Luca stepped out of the backseat, lugging a tattered old shoulder bag behind him and grinning at the sight of his beloved family.

Before he could even close the car door, Sisters Francesca and Margarita rushed toward him and wrapped their arms around him.

"It's so good to see you again."

"We've missed you so."

Luca kissed them both, first on one cheek and then the other. "I've missed you all, too."

Slowly, with sore and steady steps, Sister Eva moved forward. She took Luca's face in both hands and smiled at him. "God Himself only knows where you've been. God Himself only knows where you go. But welcome home," she said in a quiet, loving voice. "Even if it is just for one night."

Before the sun went down on that day, Luca dug the root of a dead fig tree out of the garden for Sister Francesca. He challenged Sister Margarita to a one-on-one game of soccer in the open field between the convent and the cliff top, dribbling the flat old soccer ball without once kicking it over the edge. And last, but by no means least, he spent twilight with Sister Eva in the chapel. As she bowed her head in prayer, he knelt beside her, watching the stained-glass colors of the windows deepen with the setting of the sun.

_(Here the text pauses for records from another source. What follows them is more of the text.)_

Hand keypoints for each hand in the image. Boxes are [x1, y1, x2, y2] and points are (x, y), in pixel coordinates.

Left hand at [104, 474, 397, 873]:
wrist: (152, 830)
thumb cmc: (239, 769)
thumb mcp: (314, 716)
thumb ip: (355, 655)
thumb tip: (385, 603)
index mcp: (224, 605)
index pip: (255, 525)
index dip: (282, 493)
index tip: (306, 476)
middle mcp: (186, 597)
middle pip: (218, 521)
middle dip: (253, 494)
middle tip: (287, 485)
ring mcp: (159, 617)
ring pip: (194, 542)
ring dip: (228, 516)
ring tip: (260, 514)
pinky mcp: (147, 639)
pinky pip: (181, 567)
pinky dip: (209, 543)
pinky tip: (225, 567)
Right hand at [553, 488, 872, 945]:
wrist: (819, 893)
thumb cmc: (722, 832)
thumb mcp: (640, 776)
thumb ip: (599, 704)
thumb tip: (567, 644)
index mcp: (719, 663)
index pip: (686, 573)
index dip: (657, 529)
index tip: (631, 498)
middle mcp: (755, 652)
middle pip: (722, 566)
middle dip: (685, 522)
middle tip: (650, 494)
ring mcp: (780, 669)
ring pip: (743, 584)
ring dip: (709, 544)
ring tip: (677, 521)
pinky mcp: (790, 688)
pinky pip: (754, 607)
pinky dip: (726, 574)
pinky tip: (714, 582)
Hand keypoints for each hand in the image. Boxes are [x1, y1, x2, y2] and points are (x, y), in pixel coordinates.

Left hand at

That night, Luca nursed his over-full belly in his old bedroom on the second floor of the convent. He stood at the wide open window and looked out at the canvas of stars, gleaming like a million lazy candles in the sky. He took in a deep breath, enjoying the scent of the ocean breeze drifting in through the window and listening to the distant sound of waves crashing against the rocks at the foot of the cliffs. He felt so warm and safe here, everything in its place, everything where it had always been—the bed; the dresser; the wooden crucifix on the wall above his bed; the painting of Saint George slaying the dragon on the wall opposite, a classic hero for whom Luca had held a childhood crush for as long as he could remember.

Luca clutched his own small silver crucifix now sitting next to his heart. The silver was warm, soaking up the temperature of his body.

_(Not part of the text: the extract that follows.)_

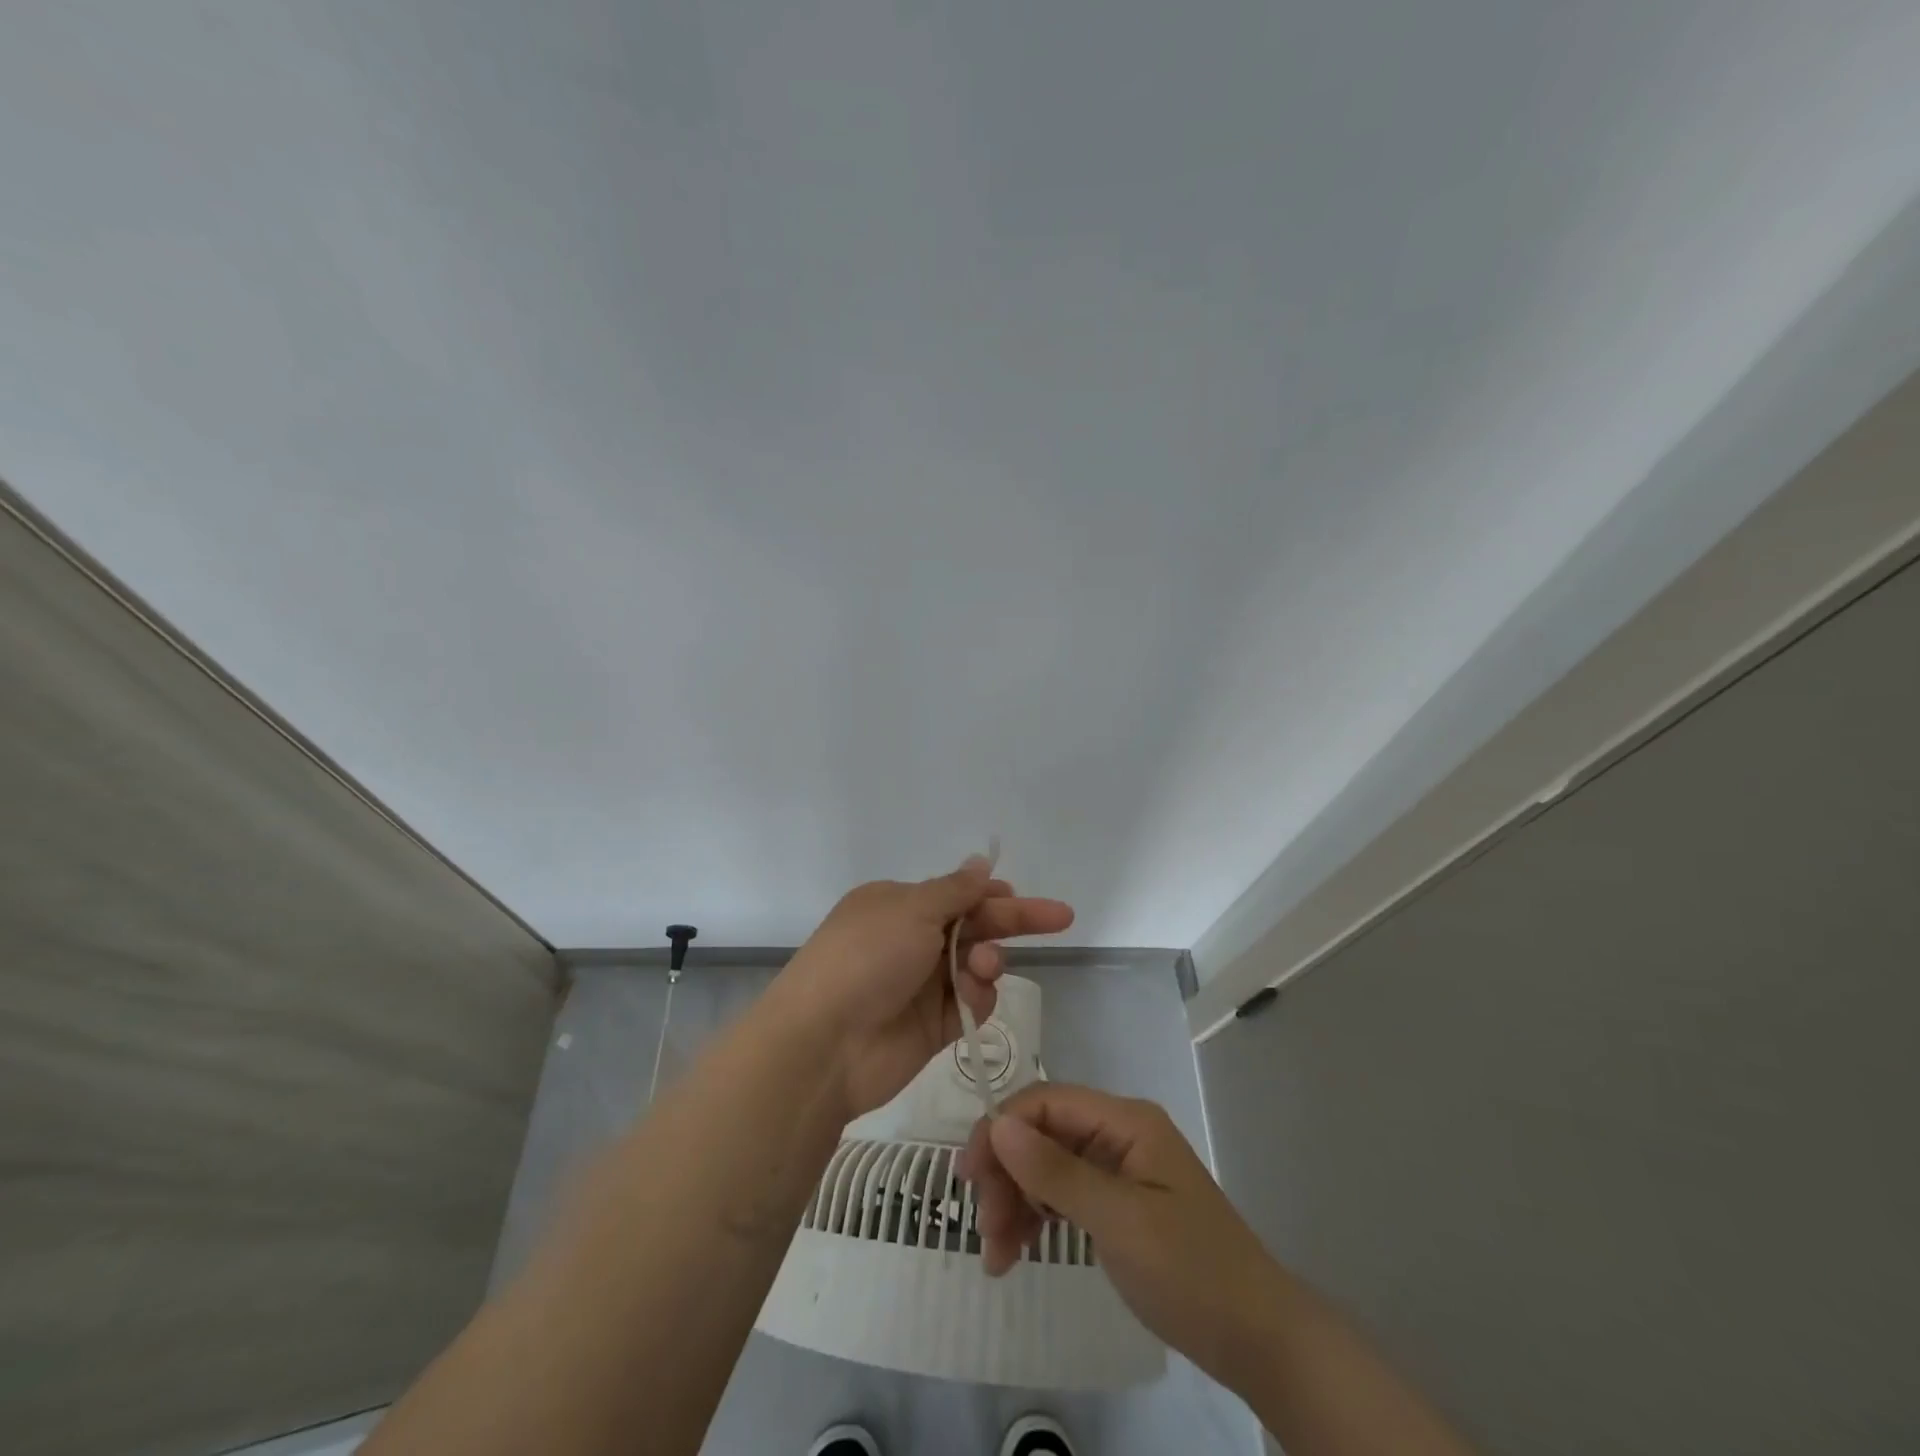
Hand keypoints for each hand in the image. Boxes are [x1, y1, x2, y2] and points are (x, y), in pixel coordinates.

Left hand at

Sometimes he wondered if he would ever return here for good. Would he ever give up the adventure and surrender the fight? Deep down, he knew the answer, but it was nice to return—even if only once in a while, for only a short time—to take in a little peace.

Luca turned off the small lamplight on the old dresser, peeled the sheets off the bed, and then pulled off his clothes and lowered himself down into the tiny bunk.

He lay on his back, naked, enjoying the whisper of the breeze on his bare body. He thought about his journey tomorrow to Vienna. By tomorrow night he would be at the Professor's chalet—his other home. Eden, Will and Shane would be there, too, as well as another. That's what the Professor had told him on the phone.

Luca thought about the stone tablet, broken in two.